- Interactive map of the WGN Studios area
- Former names: WGN Mid-America Broadcast Center WGN Continental Broadcast Center

General information
- Type: Film, radio, and television production studio Corporate offices
- Location: 2501 W Bradley Place Chicago, Illinois 60618
- Coordinates: 41°56′55″N 87°41′32″W﻿ / ﻿41.948739°N 87.692103°W
- Opening: June 1961
- Owner: Hines Global Income Trust, Inc.;

= WGN Studios =

Television studio and corporate office located in Chicago, Illinois

The WGN Studios, formerly known as the WGN Mid-America Broadcast Center and the WGN Continental Broadcast Center is a television production studio located in Chicago, Illinois. The studio houses broadcasting facilities for WGN-TV, Rewind TV, and NewsNation and had previously housed production and broadcasting facilities for WGN America, Chicagoland Television, and WGN Radio.
==History==
===Early history===
From 1950 to 1961, WGN Radio and WGN-TV's production and broadcasting facilities were located at the Tribune Tower in downtown Chicago which had been the headquarters of the Chicago Tribune newspaper. In June 1961, WGN Radio and WGN-TV's broadcasting and production operations had relocated to a purpose-built two-story radio and television production and broadcasting studio located in the North Center community.

From 1960 to 2001, the studios hosted tapings for the children's television program Bozo's Circus which featured Bozo the Clown, initially portrayed by Bob Bell, as its host.

===1970s–2000s===
In 1978, the Federal Communications Commission (FCC) granted Tulsa, Oklahoma-based Southern Satellite Systems and United Video Inc. (later United Video Satellite Group), Lansing, Michigan-based American Microwave & Communications, and Milwaukee-based Midwestern Relay Company the authority to uplink WGN-TV's signal to various cable and satellite television providers throughout the United States. On October 30, 1978, Southern Satellite Systems owner Edward L. Taylor had announced that Transponder 13 of the Satcom 1 satellite in which the company had assigned WGN-TV's transmission signal to, had failed after RCA American Communications had refused a request to assign the station a new transponder unless Satellite Communications Systems (a joint venture between SSS and Holiday Inn) agreed to dismiss a lawsuit it filed against RCA on October 16 over retaining the use of Satcom Transponder 18 after January 1, 1979. On December 6, 1978, United Video Inc. uplinked WGN-TV's signal through a satellite relay facility in Monee, Illinois to the Satcom-3 communications satellite for redistribution to cable systems and C-band satellite providers throughout the United States, effectively making the station the second superstation to have its signal transmitted nationally and eventually internationally through Canada under the branding of the WGN Superstation and eventually WGN America.

In 1986, WGN relocated its radio broadcasting facilities back to the Tribune Tower with the station's television operations being retained at the Continental Broadcast Center.

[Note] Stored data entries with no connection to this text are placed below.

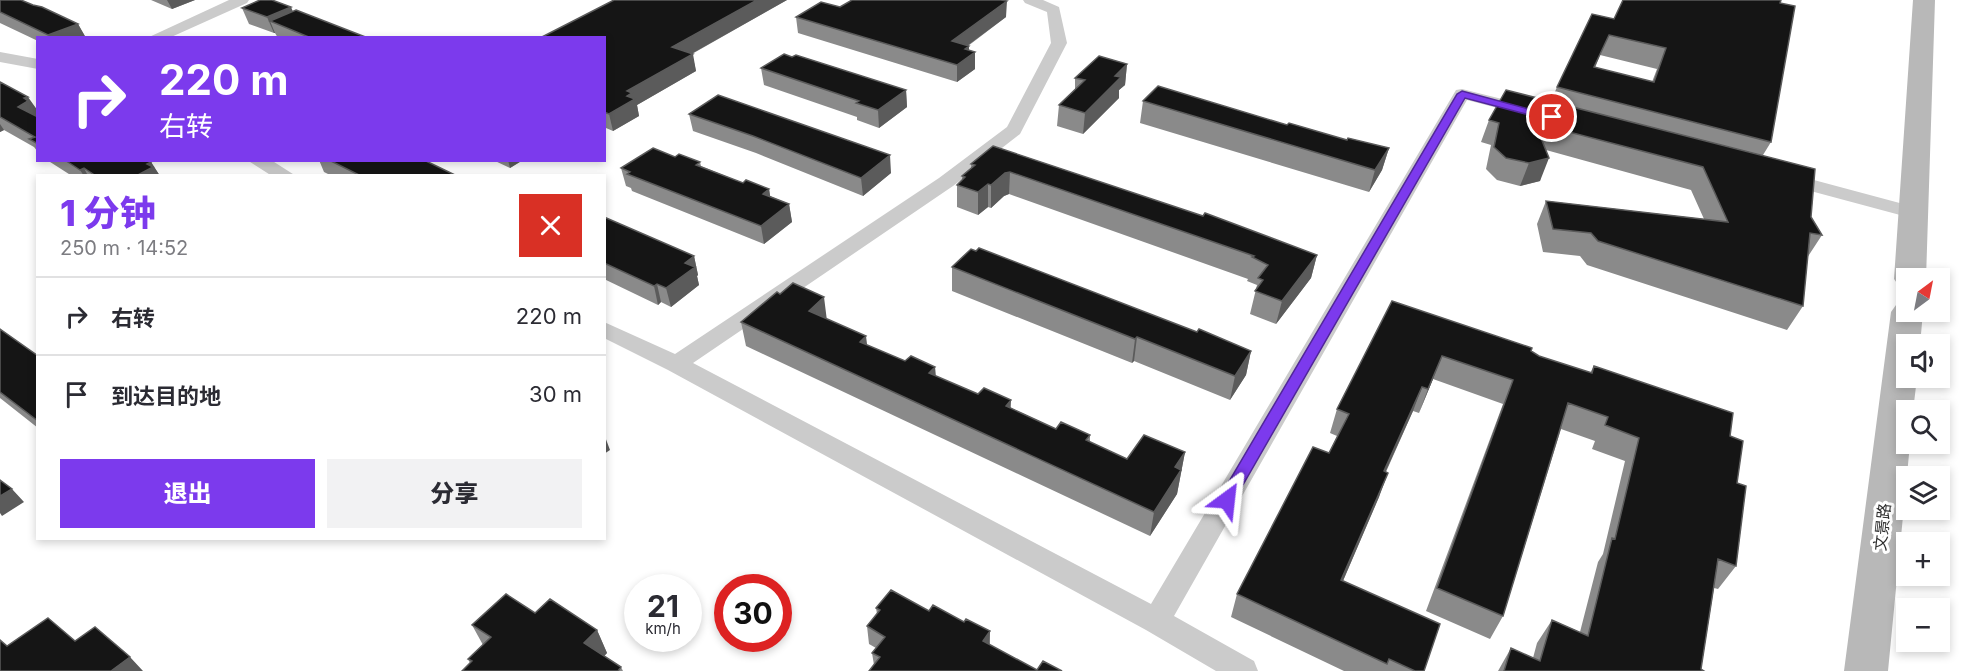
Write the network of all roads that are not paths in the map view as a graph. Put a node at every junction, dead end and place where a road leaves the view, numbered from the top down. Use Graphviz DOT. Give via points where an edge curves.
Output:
graph roads {
  1 [pos="242,0"];
  2 [pos="1030,0"];
  3 [pos="1924,0"];
  4 [pos="160,36"];
  5 [pos="0,57"];
  6 [pos="36,64"];
  7 [pos="1552,117"];
  8 [pos="260,162"];
  9 [pos="283,174"];
  10 [pos="1768,174"];
  11 [pos="1915,213"];
  12 [pos="1912,268"];
  13 [pos="1906,322"];
  14 [pos="606,330"];
  15 [pos="676,364"];
  16 [pos="1156,621"];
  17 [pos="1243,671"];
  18 [pos="1866,671"];
  1 -- 4 [label="street"];
  2 -- 15 [label="street" via="1054,10 1059,43 1014,130 946,183"];
  3 -- 11 [label="main road"];
  5 -- 6 [label="street"];
  7 -- 16 [label="street" via="1462,94"];
  8 -- 9 [label="street"];
  10 -- 11 [label="street"];
  11 -- 12 [label="main road"];
  13 -- 18 [label="main road, 文景路"];
  14 -- 15 [label="street"];
  15 -- 16 [label="street"];
  16 -- 17 [label="street"];
}
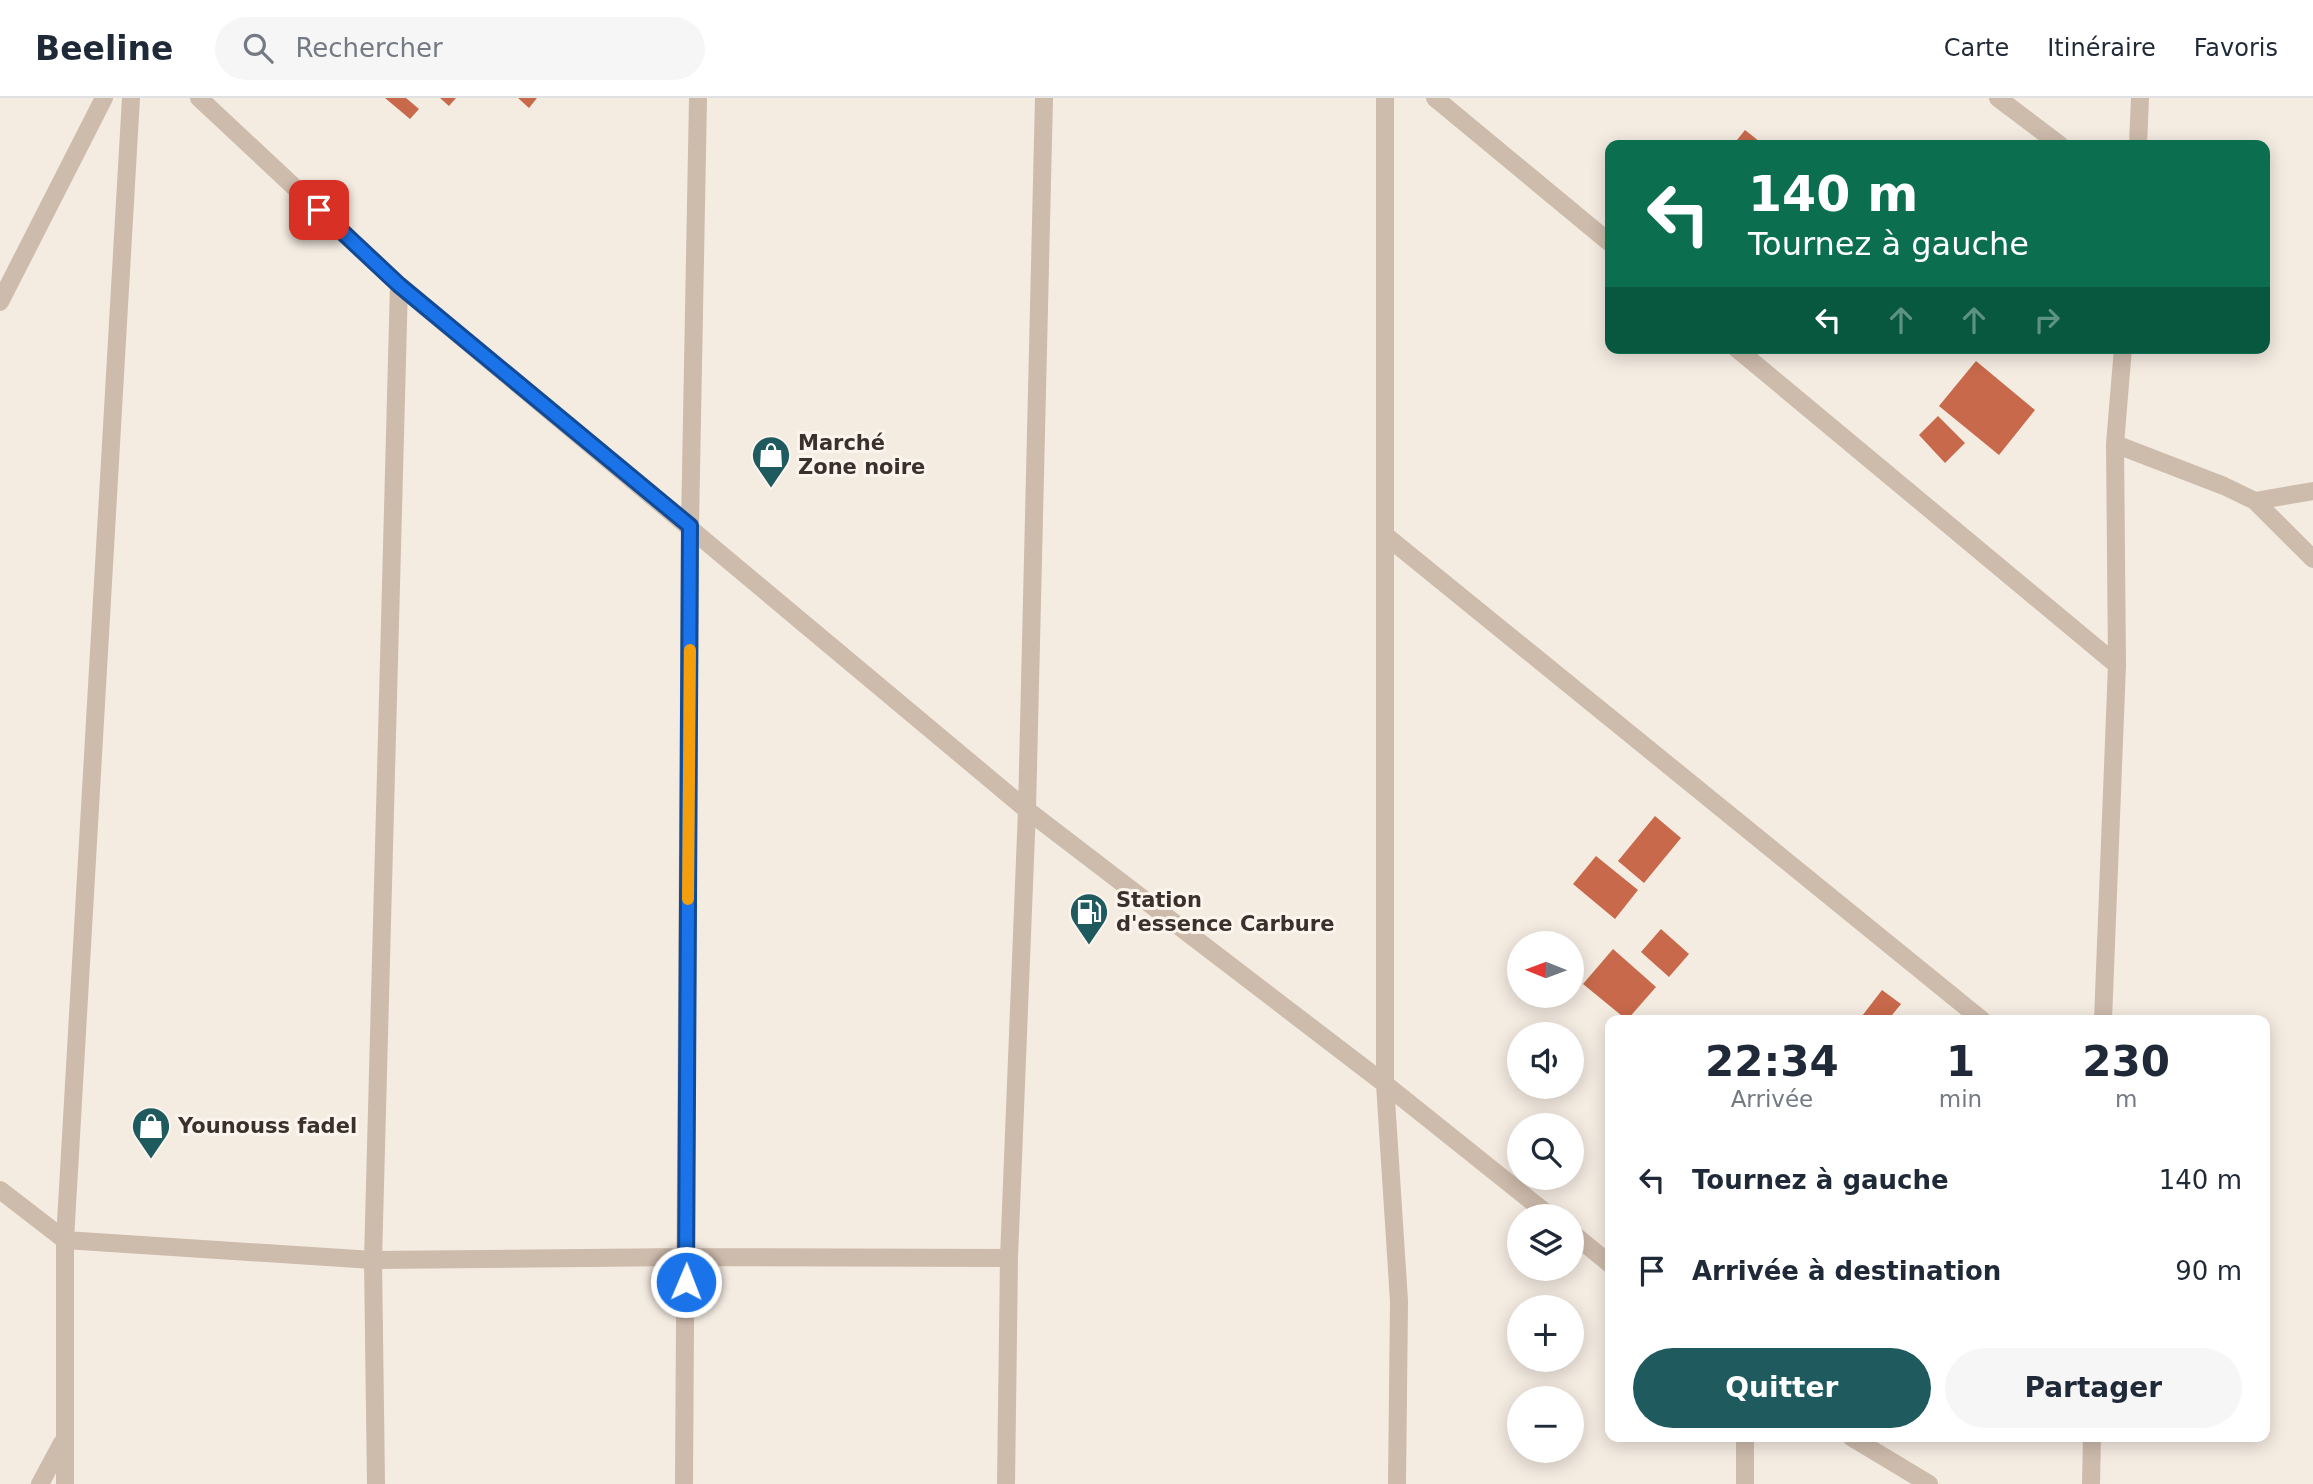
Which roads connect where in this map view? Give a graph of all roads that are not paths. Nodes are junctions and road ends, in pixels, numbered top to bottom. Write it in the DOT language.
graph roads {
  1 [pos="104,98"];
  2 [pos="131,98"];
  3 [pos="199,98"];
  4 [pos="698,98"];
  5 [pos="1044,98"];
  6 [pos="1385,98"];
  7 [pos="1435,98"];
  8 [pos="1998,98"];
  9 [pos="2140,98"];
  10 [pos="2053,140"];
  11 [pos="2138,140"];
  12 [pos="1605,239"];
  13 [pos="399,285"];
  14 [pos="0,302"];
  15 [pos="1743,354"];
  16 [pos="2122,354"];
  17 [pos="2115,444"];
  18 [pos="2313,491"];
  19 [pos="2255,501"];
  20 [pos="690,526"];
  21 [pos="1385,536"];
  22 [pos="2313,559"];
  23 [pos="2117,666"];
  24 [pos="1027,810"];
  25 [pos="1976,1015"];
  26 [pos="2103,1015"];
  27 [pos="1385,1084"];
  28 [pos="0,1190"];
  29 [pos="1535,1204"];
  30 [pos="65,1240"];
  31 [pos="1584,1243"];
  32 [pos="686,1257"];
  33 [pos="1009,1258"];
  34 [pos="373,1260"];
  35 [pos="1605,1260"];
  36 [pos="1745,1442"];
  37 [pos="1859,1442"];
  38 [pos="2092,1442"];
  39 [pos="62,1443"];
  40 [pos="40,1484"];
  41 [pos="65,1484"];
  42 [pos="376,1484"];
  43 [pos="684,1484"];
  44 [pos="1006,1484"];
  45 [pos="1396,1484"];
  46 [pos="1745,1484"];
  47 [pos="1929,1484"];
  48 [pos="2091,1484"];
  1 -- 14 [label="street"];
  2 -- 30 [label="street"];
  3 -- 13 [label="street"];
  4 -- 20 [label="street"];
  5 -- 24 [label="street"];
  6 -- 21 [label="street"];
  7 -- 12 [label="street"];
  8 -- 10 [label="street"];
  9 -- 11 [label="street"];
  13 -- 20 [label="street"];
  13 -- 34 [label="street"];
  15 -- 23 [label="street"];
  16 -- 17 [label="street"];
  17 -- 19 [label="street"];
  17 -- 23 [label="street"];
  18 -- 19 [label="street"];
  19 -- 22 [label="street"];
  20 -- 24 [label="street"];
  20 -- 32 [label="street"];
  21 -- 25 [label="street"];
  21 -- 27 [label="street"];
  23 -- 26 [label="street"];
  24 -- 27 [label="street"];
  24 -- 33 [label="street"];
  27 -- 29 [label="street"];
  27 -- 45 [label="street"];
  28 -- 30 [label="street"];
  30 -- 34 [label="street"];
  30 -- 39 [label="street"];
  31 -- 35 [label="street"];
  32 -- 33 [label="street"];
  32 -- 34 [label="street"];
  32 -- 43 [label="street"];
  33 -- 44 [label="street"];
  34 -- 42 [label="street"];
  36 -- 46 [label="street"];
  37 -- 47 [label="street"];
  38 -- 48 [label="street"];
  39 -- 40 [label="street"];
  39 -- 41 [label="street"];
}
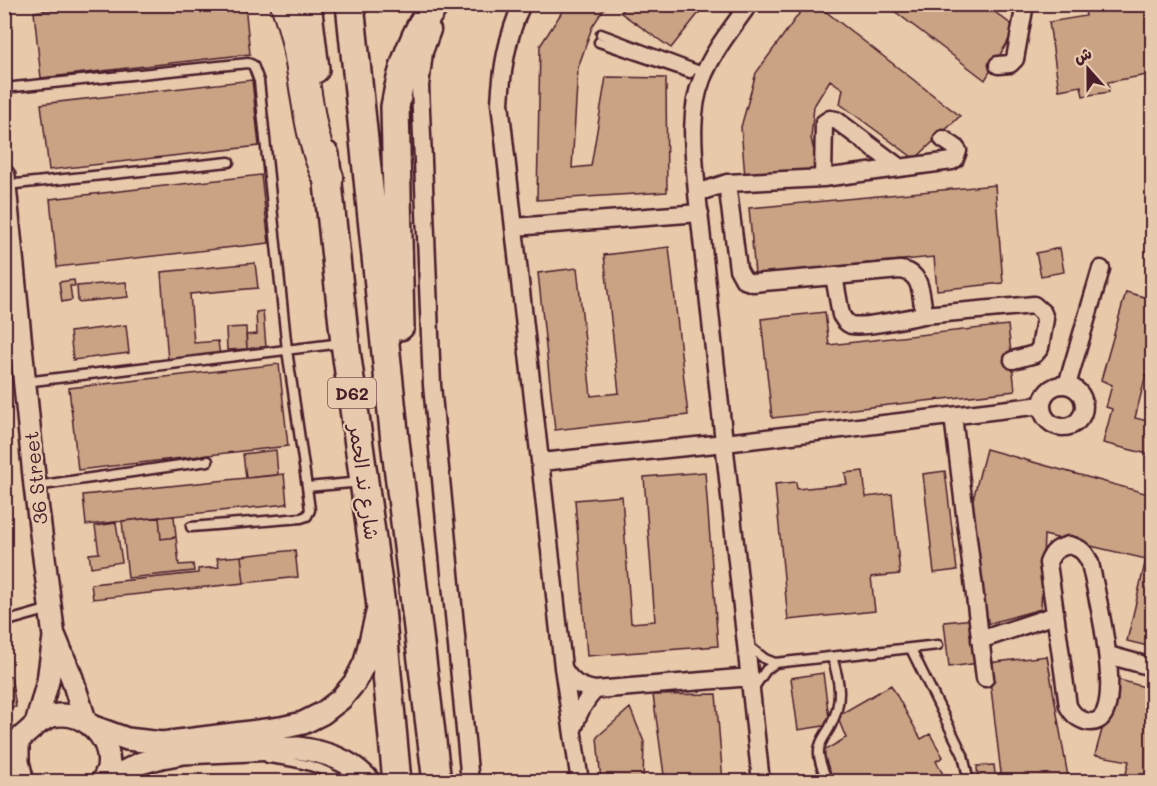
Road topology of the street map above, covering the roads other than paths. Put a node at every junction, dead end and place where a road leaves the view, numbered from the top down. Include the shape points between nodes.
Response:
1 (286, 4) edge
2 (307, 4) edge
3 (350, 4) edge
4 (435, 4) edge
5 (444, 4) edge
6 (522, 4) edge
7 (750, 4) edge
8 (1026, 5) edge
9 (600, 38) dead end
10 (998, 65) dead end
11 (704, 75) junction
12 (4, 88) edge
13 (943, 139) dead end
14 (229, 162) dead end
15 (900, 168) junction
16 (328, 177) junction
17 (823, 178) junction
18 (5, 181) edge
19 (728, 183) junction
20 (697, 194) junction
21 (700, 213) junction
22 (514, 227) junction
23 (1101, 269) dead end
24 (834, 276) junction
25 (924, 315) junction
26 (345, 343) junction
27 (288, 350) junction
28 (1013, 360) dead end
29 (25, 382) junction
30 (1067, 386) junction
31 (1042, 405) junction
32 (953, 416) junction
33 (395, 441) junction
34 (725, 443) junction
35 (208, 461) dead end
36 (541, 462) junction
37 (365, 482) junction
38 (35, 486) junction
39 (307, 487) junction
40 (191, 527) dead end
41 (380, 598) junction
42 (51, 608) junction
43 (1055, 615) junction
44 (4, 622) edge
45 (54, 637) junction
46 (980, 640) junction
47 (938, 645) dead end
48 (747, 646) junction
49 (911, 649) junction
50 (1108, 655) junction
51 (832, 657) junction
52 (776, 663) junction
53 (563, 667) junction
54 (1152, 667) edge
55 (985, 678) dead end
56 (751, 683) junction
57 (595, 690) junction
58 (36, 724) junction
59 (89, 724) junction
60 (574, 728) junction
61 (11, 748) edge
62 (223, 752) junction
63 (23, 782) edge
64 (103, 782) edge
65 (344, 782) edge
66 (370, 782) edge
67 (397, 782) edge
68 (437, 782) edge
69 (471, 782) edge
70 (580, 782) edge
71 (761, 782) edge
72 (828, 782) edge
73 (969, 782) edge

1 - 16 highway via 295,26 314,139
2 - 16 main road, شارع ند الحمر / D62
3 - 33 main road, شارع ند الحمر / D62
4 - 33 main road via 399,78 395,107 402,362
5 - 69 street via 426,44 420,86 432,385
6 - 22 street via 501,70 500,103
7 - 11 street
8 - 10 street via 1015,59 1010,64
9 - 11 lane
11 - 20 street via 693,132
12 - 27 lane via 253,65 259,81
13 - 15 street via 958,151 955,159
14 - 18 lane
15 - 17 street
15 - 17 street via 830,119 824,123
16 - 26 main road, شارع ند الحمر / D62
17 - 19 street
18 - 29 street, 36 Street
19 - 20 street
19 - 24 street via 741,277 753,283
20 - 21 street
21 - 22 street
21 - 34 street
22 - 36 street
23 - 30 street
24 - 25 street via 911,272 918,280
24 - 25 street via 841,315 848,324
25 - 28 street via 1034,305 1045,319 1040,348 1035,354
26 - 27 lane
26 - 37 main road, شارع ند الحمر / D62
27 - 29 lane
27 - 39 lane
29 - 38 street, 36 Street
30 - 31 street via 1053,387
30 - 31 street via 1079,393 1084,406 1073,424 1052,424
31 - 32 street
32 - 34 street
32 - 46 street
33 - 68 main road, شارع ند الحمر / D62
34 - 36 street
34 - 48 street
35 - 38 lane
36 - 53 street
37 - 39 lane
37 - 41 main road, شارع ند الحمر / D62
38 - 42 street, 36 Street
39 - 40 lane via 307,516
41 - 59 street via 365,662 355,682 341,699 303,723 162,743 127,739
41 - 67 main road, شارع ند الحمر / D62
42 - 44 lane
42 - 45 street, 36 Street
43 - 46 street
43 - 50 street via 1068,706 1080,720 1098,722 1104,716 1109,693
43 - 50 street via 1048,563 1059,548 1069,545 1086,554 1090,563
45 - 58 street, 36 Street via 48,681
45 - 59 street, 36 Street
46 - 55 street
47 - 49 lane
48 - 52 lane
48 - 56 street
49 - 51 lane
49 - 73 lane via 963,755
50 - 54 street
51 - 52 lane
51 - 72 lane via 840,679 840,693 834,721 819,750
52 - 56 lane
53 - 57 street via 581,687
53 - 60 street
56 - 57 street
56 - 71 street
57 - 60 street via 585,701
58 - 59 street via 51,716 68,715
58 - 61 street
59 - 64 street, 36 Street via 103,739 108,753
60 - 70 street
61 - 63 street
62 - 64 street via 162,757
62 - 65 lane via 309,764
62 - 66 street via 317,750 351,765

On August 28, 2009, the Tribune Company relocated Chicagoland Television (CLTV)'s broadcasting and production operations to the WGN Studios and had transferred editorial control of the network's news operations to WGN-TV's news department.

On January 31, 2017, Tribune sold the complex to R2 Companies, a local real estate developer for $22.2 with WGN's operations remaining at the studio.

===2010s–present===
Prior to the closure of WGN America, and the launch of NewsNation on March 1, 2021, the WGN Studios had undergone a $3.5 million 13,000-square-foot expansion to accommodate NewsNation's operations including remodeling a studio which housed WGN-TV's local newscasts. On November 22, 2021, the WGN Studios were bought by Hines Global Income Trust for $30.5 million.